①Twitterへの開示請求は法改正以後、対象ツイートの「直前のログインの情報」が開示対象となっている。なぜそうなっているかは検証不足かつ複雑な法解釈なためこの場での省略する。(直前の動詞ログインが連携アプリとかならどうするつもりなんだ)
②Twitterの開示請求が通るとまず「発信者情報目録」という文書がメールがIPSに送られてくる場合が多い。が、紙で来る場合もある。いずれにしても我々にはあまり関係なし。
③文書の内容は「対象アカウント目録記載の各アカウントにログインした際の各アイ・ピー・アドレスのうち、○年○月○日(概ね対象ツイートの前2ヶ月程度)移行のもので、債務者が保有するすべて。 (改行) 前項の各アイ・ピー・アドレスが割り当てられた電気通信設備から債務者の用いる特定電気通信設備に前項の各ログイン情報が送信された年月日及び時刻」のようなもの。
④文書内リンクよりZIPファイルをダウンロード(何故か一度だけしかできない)できるページに飛んで、ダウンロードし解凍すると電子署名されたJSONファイルになる。

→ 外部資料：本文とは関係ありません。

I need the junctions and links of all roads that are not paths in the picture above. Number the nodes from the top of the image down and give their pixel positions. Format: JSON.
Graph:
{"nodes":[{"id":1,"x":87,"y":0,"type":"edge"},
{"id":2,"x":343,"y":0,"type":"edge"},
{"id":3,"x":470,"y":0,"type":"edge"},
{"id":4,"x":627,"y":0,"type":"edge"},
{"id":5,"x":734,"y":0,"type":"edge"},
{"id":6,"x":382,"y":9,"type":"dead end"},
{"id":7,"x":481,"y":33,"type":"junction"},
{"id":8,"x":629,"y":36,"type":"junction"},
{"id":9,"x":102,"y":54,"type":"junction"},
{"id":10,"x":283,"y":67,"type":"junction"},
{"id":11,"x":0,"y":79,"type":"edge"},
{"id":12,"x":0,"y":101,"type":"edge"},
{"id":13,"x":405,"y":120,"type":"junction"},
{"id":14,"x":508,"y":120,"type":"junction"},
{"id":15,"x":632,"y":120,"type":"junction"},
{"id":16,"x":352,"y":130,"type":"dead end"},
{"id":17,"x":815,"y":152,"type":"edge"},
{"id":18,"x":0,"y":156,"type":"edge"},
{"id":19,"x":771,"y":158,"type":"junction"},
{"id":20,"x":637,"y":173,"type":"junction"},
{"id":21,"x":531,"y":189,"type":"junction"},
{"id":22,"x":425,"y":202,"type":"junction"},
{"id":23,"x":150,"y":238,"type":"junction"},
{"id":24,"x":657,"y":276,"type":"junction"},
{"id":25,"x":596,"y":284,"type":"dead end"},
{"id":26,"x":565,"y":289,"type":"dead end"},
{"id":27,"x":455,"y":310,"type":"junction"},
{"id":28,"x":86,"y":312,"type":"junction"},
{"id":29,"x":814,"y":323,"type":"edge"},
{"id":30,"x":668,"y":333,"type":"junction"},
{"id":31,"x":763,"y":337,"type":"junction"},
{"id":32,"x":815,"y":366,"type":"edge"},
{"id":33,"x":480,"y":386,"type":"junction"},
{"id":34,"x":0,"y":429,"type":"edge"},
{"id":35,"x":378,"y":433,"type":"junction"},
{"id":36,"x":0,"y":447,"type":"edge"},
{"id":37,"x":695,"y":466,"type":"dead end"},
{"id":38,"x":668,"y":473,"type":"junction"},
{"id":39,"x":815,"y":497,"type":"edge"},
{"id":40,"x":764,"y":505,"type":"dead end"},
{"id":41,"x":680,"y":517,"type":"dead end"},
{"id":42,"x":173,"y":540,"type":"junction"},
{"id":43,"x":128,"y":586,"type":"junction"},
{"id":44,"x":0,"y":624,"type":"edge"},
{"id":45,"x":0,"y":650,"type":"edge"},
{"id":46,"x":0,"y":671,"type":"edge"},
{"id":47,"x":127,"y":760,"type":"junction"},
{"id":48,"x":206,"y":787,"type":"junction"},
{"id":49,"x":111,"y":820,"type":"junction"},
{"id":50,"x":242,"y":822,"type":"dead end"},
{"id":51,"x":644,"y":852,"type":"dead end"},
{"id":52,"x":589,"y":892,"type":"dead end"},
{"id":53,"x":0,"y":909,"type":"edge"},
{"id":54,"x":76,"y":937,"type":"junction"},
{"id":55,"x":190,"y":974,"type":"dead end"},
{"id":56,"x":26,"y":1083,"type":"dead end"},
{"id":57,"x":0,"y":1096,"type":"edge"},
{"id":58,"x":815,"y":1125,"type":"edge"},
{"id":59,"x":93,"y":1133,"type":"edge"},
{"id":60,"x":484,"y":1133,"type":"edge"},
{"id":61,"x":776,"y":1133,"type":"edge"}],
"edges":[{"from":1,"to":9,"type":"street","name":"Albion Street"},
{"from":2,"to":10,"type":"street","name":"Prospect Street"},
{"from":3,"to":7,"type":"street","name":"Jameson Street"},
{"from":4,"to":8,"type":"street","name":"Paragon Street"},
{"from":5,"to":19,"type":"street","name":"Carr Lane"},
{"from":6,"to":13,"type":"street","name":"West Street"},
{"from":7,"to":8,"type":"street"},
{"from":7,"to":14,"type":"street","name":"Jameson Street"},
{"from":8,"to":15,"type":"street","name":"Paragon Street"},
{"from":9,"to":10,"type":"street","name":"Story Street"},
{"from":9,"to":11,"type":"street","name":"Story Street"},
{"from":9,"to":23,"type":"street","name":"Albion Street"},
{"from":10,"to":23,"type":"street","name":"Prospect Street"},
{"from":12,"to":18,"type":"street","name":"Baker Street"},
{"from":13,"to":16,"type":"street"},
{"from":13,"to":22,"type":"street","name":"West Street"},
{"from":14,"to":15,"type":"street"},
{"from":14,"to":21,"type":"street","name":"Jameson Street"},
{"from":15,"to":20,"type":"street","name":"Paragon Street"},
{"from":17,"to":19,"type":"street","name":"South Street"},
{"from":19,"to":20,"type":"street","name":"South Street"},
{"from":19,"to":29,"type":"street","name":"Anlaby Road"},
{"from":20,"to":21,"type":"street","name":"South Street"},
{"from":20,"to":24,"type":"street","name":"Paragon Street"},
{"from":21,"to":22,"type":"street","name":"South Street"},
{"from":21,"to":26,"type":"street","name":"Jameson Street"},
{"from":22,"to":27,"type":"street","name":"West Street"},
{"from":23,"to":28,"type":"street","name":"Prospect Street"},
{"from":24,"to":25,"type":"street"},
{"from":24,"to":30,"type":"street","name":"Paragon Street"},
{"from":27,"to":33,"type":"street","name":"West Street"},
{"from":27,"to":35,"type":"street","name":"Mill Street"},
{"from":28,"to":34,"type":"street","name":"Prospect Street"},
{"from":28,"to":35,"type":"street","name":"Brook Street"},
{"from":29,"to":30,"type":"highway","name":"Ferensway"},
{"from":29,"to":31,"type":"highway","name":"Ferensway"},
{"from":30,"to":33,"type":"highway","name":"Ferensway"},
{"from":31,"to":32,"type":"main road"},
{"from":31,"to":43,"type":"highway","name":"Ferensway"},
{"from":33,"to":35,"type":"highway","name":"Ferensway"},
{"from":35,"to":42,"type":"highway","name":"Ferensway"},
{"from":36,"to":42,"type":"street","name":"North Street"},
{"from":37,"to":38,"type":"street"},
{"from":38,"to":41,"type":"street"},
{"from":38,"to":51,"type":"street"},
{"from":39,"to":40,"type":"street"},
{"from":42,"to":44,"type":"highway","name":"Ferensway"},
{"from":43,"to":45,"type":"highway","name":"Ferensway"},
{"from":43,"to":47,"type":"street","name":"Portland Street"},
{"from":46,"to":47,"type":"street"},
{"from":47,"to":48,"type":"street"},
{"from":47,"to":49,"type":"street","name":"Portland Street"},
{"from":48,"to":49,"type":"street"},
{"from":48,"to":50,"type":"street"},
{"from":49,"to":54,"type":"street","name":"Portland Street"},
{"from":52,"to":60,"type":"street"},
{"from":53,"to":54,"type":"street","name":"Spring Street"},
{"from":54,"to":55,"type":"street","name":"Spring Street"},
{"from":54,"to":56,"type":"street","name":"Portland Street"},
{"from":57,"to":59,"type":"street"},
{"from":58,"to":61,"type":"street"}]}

中には「アカウントのID、ログイン日時、IPアドレス」がある。
⑤IPSはここから契約者情報をTwitterに提供し、Twitterは裁判所に提供し、原告の元にくる

という流れ。
また、TwitterはISPへの開示請求とは別に登録情報による開示請求も行う。そのために匿名じゃないメールアドレスや電話番号で認証していたらそっちから足がつく。

7.おまけ
 冒頭でOrbotというアプリをダウンロードしてもらったと思いますが、あれは「任意のアプリをTor接続にする」アプリケーションです(説明は不要かと思いますが、Torとはジ・オニオン・ルーターという通信の名称であり、TBBを指す言葉ではないため、Tor接続すること自体は他にも多くの手段があります)。つまりは「公式TwitterアプリをTor接続」して使用できます。ただし、こちらとVPNを併用するのはまた複雑な手順を必要としますのでこちらでは省略させていただきます。Twitterはやはり"ブラウザ"ではなく"公式アプリ"で使用するのが一番快適な動作が期待できますし、使用者人口も最も多いことからこのやり方を提案させていただきました。

7.最後に
 スラップ訴訟に関しては、最近で言えばColabo問題等を見てもわかる通り、どっちのサイドにも金だけはある無敵の狂人がいます。また、彼等はスラップ訴訟を躊躇わないどころか法定以外では言論の自由はないとの考えです(渦中の人物の一人である暇な空白氏が実際にそう言っている)。
 彼等のような狂人の遊びに付き合うほど我々には暇はありません。表自界隈のみならず匿名化技術の拡散は広くなされるべきであると考えておりますため、微力ながら力添えができればと思います。
 改めて、銀星氏、手嶋氏の素晴らしい記事に感謝致します。